Roland se couvrit la bouche de sa serviette pour étouffer un rot.
— Je prendrais bien une lichette de chaque, quant à moi.
— Bon, si c’est comme ça, je ne dis pas non, rétorqua Susannah.
En quelle année avait-elle mangé du gâteau au caramel pour la dernière fois ?
Lorsqu’ils eurent terminé avec le fondant au chocolat, Susannah proposa son aide pour le rangement, mais Joe la repoussa d’un geste de la main, prétextant qu’il se contenterait de mettre les assiettes et les casseroles dans le lave-vaisselle, et qu’il « ferait le grand nettoyage de printemps » plus tard. Il leur parut plus vif, à elle et à Roland, dans ses allées et venues entre la salle à manger et la cuisine, moins dépendant de sa canne. Susannah se dit que la ch’tite goutte de rhum (accompagnée éventuellement de ses petites sœurs, sans oublier la grand-tante à la fin du repas) devait y être pour quelque chose.

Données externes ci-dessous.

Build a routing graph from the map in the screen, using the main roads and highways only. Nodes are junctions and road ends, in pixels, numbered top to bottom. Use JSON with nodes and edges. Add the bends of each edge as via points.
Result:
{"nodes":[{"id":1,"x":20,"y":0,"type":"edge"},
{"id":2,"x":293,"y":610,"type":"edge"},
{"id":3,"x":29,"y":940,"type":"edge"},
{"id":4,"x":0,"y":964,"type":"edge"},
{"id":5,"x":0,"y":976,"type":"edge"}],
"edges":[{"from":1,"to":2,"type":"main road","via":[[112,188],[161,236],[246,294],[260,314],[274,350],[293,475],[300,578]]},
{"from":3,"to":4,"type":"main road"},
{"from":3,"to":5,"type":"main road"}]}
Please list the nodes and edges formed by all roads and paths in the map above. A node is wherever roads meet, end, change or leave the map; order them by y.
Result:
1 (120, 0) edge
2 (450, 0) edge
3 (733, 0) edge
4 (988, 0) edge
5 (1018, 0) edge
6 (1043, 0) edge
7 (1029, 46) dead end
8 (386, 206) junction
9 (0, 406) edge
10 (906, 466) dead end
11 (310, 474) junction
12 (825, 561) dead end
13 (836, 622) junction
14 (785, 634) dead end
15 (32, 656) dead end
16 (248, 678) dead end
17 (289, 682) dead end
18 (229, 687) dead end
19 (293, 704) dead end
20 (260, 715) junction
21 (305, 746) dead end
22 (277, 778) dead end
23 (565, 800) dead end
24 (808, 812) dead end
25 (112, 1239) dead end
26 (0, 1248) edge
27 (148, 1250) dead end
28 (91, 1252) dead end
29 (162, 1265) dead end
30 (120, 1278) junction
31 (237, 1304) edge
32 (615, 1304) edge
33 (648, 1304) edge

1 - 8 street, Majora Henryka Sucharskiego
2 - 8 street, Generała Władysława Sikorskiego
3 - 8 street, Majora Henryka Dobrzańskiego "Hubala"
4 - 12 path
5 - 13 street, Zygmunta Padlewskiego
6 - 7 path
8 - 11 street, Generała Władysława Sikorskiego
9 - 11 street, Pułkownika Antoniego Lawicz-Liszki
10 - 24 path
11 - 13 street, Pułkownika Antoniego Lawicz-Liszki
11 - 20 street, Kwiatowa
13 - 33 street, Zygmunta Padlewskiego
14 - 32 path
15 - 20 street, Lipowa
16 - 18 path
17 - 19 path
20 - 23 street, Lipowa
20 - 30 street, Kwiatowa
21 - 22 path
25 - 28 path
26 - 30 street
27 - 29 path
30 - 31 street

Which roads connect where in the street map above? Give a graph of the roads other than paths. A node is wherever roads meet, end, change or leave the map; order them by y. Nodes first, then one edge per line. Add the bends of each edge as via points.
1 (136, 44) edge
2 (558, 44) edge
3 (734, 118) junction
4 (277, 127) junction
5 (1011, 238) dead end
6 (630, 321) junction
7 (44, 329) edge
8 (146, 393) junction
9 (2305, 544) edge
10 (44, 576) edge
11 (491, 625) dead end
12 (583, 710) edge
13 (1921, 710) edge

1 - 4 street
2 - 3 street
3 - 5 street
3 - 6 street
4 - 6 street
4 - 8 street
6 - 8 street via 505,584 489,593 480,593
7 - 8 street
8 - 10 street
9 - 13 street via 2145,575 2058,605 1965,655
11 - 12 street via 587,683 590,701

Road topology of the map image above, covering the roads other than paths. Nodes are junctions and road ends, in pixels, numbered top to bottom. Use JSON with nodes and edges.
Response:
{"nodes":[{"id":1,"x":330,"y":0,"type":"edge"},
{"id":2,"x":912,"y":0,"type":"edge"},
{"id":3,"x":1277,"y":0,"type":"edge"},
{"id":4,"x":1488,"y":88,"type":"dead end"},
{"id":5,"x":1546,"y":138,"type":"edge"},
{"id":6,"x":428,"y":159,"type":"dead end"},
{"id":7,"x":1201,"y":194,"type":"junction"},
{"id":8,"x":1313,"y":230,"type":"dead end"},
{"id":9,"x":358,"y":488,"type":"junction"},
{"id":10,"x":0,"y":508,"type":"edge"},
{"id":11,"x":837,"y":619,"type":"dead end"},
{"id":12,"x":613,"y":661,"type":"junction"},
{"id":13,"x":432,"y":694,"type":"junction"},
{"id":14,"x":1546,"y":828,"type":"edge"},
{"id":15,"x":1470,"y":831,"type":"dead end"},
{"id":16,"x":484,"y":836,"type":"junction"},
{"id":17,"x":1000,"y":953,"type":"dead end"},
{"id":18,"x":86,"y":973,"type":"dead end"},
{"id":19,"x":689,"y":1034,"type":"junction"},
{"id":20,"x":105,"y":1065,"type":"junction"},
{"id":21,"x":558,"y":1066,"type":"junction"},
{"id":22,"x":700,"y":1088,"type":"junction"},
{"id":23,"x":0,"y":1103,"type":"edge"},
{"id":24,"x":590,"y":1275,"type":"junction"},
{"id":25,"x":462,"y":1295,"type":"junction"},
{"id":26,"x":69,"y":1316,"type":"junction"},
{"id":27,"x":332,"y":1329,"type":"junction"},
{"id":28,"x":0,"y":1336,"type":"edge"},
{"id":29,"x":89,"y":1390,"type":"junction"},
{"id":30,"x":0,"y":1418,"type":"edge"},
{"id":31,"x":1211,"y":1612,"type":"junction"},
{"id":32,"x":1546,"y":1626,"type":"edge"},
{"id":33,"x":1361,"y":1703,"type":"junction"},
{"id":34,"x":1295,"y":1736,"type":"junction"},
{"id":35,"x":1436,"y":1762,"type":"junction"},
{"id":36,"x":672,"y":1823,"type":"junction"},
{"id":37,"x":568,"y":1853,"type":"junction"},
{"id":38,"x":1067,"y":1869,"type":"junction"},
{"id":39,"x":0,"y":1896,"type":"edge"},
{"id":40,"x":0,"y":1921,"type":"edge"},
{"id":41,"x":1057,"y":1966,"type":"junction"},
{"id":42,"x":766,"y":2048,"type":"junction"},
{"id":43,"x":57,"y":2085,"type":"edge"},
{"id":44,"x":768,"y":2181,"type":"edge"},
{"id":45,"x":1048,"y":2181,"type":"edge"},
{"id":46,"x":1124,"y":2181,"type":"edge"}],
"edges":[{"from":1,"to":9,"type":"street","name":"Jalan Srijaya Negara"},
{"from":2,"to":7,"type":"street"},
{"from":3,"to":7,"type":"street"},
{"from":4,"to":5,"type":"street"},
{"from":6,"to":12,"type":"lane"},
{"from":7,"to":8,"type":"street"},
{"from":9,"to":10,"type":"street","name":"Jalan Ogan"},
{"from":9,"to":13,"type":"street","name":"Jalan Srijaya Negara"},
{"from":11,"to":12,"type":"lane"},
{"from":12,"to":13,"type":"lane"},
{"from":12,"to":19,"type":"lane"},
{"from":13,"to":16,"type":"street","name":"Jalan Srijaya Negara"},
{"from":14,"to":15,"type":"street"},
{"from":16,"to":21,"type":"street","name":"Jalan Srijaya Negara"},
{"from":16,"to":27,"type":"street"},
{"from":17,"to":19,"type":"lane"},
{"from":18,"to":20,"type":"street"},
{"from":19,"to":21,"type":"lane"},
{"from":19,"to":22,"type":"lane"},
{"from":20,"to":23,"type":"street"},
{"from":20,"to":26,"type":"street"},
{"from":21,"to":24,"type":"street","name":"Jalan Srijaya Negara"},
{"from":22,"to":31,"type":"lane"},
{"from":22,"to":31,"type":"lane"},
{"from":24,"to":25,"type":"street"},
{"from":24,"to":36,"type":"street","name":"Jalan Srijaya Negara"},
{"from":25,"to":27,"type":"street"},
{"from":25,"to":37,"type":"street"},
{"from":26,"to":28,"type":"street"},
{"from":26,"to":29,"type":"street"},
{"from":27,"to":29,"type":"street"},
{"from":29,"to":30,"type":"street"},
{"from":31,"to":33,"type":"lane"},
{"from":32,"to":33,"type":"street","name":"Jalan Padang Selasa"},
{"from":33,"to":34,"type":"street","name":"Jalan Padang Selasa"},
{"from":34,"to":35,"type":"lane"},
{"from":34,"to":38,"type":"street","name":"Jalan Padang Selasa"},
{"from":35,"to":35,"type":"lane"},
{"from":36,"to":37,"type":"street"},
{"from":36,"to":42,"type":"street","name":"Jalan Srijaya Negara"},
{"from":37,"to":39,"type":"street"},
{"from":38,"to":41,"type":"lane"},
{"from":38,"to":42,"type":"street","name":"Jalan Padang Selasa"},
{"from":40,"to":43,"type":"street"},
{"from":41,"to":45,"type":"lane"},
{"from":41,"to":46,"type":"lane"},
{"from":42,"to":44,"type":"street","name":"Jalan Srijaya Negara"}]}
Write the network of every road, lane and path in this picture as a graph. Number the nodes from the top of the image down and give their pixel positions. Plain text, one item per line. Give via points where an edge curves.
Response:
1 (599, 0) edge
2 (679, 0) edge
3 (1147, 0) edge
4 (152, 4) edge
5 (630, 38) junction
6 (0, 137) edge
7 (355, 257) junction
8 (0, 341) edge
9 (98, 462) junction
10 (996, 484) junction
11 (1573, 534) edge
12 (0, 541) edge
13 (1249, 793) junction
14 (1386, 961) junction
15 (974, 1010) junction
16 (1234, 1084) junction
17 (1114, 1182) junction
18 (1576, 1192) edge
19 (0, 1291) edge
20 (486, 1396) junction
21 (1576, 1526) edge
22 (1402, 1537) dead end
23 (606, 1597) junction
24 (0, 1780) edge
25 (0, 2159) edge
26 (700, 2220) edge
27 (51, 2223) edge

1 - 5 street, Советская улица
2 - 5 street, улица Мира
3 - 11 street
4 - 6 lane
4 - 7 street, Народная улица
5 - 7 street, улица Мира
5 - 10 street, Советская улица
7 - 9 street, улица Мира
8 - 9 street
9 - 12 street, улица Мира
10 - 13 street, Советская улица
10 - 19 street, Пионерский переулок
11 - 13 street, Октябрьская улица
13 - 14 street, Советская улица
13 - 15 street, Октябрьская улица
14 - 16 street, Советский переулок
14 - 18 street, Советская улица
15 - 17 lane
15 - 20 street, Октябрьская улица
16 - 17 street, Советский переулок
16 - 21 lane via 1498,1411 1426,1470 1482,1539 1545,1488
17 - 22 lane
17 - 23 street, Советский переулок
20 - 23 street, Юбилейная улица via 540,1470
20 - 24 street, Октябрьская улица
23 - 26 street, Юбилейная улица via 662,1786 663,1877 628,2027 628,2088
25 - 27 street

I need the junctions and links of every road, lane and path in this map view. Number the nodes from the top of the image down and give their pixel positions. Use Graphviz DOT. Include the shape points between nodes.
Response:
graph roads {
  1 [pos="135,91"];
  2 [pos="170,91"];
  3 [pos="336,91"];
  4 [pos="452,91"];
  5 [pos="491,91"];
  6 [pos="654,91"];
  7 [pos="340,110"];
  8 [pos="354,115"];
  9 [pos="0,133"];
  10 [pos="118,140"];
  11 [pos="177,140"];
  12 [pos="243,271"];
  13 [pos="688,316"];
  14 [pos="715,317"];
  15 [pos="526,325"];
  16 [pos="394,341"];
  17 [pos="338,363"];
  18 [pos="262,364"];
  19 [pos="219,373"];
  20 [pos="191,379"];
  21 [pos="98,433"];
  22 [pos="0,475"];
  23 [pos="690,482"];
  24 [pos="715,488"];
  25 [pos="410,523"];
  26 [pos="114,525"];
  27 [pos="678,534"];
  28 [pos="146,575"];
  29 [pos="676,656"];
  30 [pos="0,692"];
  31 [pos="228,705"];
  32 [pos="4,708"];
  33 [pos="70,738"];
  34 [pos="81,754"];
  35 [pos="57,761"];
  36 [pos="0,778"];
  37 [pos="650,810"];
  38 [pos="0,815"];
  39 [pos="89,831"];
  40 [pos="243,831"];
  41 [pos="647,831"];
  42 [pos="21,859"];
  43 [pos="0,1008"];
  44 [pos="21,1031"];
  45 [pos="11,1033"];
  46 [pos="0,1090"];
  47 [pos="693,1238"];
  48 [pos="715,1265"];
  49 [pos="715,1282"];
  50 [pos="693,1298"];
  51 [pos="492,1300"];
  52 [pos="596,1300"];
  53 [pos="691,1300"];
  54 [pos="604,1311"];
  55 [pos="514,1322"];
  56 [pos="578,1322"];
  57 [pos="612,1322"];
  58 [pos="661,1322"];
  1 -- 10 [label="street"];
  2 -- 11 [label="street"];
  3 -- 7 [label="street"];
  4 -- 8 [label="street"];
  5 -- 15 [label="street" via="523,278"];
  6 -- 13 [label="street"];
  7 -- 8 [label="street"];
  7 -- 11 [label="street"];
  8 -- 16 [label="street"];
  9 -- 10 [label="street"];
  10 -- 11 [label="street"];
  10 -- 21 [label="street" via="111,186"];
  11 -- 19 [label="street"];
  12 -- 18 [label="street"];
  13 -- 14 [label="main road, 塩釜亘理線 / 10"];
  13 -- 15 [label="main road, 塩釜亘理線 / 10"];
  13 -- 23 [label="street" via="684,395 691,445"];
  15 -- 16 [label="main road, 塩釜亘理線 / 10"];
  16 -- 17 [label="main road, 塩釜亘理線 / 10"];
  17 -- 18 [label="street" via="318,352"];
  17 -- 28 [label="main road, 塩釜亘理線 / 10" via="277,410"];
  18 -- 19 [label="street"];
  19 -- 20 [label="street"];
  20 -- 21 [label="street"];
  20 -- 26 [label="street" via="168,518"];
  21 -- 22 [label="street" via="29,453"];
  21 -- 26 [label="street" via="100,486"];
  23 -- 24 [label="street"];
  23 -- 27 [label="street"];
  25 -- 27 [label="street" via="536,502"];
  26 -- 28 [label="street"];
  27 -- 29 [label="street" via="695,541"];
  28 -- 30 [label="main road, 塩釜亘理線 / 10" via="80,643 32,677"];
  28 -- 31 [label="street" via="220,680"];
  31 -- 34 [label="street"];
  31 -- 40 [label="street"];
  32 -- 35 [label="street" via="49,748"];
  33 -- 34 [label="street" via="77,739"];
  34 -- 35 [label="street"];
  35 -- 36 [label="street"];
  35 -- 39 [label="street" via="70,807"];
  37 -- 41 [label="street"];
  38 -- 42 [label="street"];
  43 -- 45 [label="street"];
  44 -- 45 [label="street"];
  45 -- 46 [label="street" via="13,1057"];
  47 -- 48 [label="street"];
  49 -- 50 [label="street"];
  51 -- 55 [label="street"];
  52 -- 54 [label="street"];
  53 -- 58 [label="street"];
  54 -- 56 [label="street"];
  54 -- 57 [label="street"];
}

Il leur servit du café et ils restèrent assis tous les trois (tous les quatre, en comptant Ote) dans le salon. Dehors la nuit tombait, et le vent tempêtait plus fort que jamais. Mordred est là dehors, quelque part, accroupi dans un trou ou un bosquet d’arbres, se dit-elle, et une fois encore elle dut lutter contre une vague de compassion. Ce qui lui aurait été plus facile si elle n’avait pas su que, meurtrier ou pas, il n’était encore qu’un enfant.
— Dites-nous comment vous êtes arrivé ici, Joe, lui demanda Roland.
Joe eut un grand sourire.
— C’est une histoire à vous faire dresser les cheveux sur la tête, mais si vous voulez vraiment l’entendre, ça me pose pas de problème de la raconter.
Le grand sourire glissa vers la moue mélancolique.
— C’est chouette, d’avoir des gens à qui parler, pendant un p’tit moment. Insolente, elle sait très bien écouter, mais elle répond jamais grand-chose.
Il avait commencé par essayer d’être instituteur, mais il s’était vite rendu compte que ce n’était pas une vie pour lui. Il aimait les gosses — il les adorait, même — mais il détestait toute ces conneries administratives et ce foutu système qui veillait à ce qu’il n’y ait jamais rien qui dépasse du moule. Au bout de trois ans seulement, il avait démissionné pour entrer dans le monde du spectacle.
— Vous chantiez, ou vous dansiez ? voulut savoir Roland.
— Ni l’un ni l’autre. Je leur servais un one man show.
— Un one man show ?
— Il faisait le comique, expliqua Susannah. Il racontait des blagues.
— Exact ! dit Joe d’une voix joviale. Et il y avait même des gens pour les trouver drôles. Bon d’accord, c’était une minorité.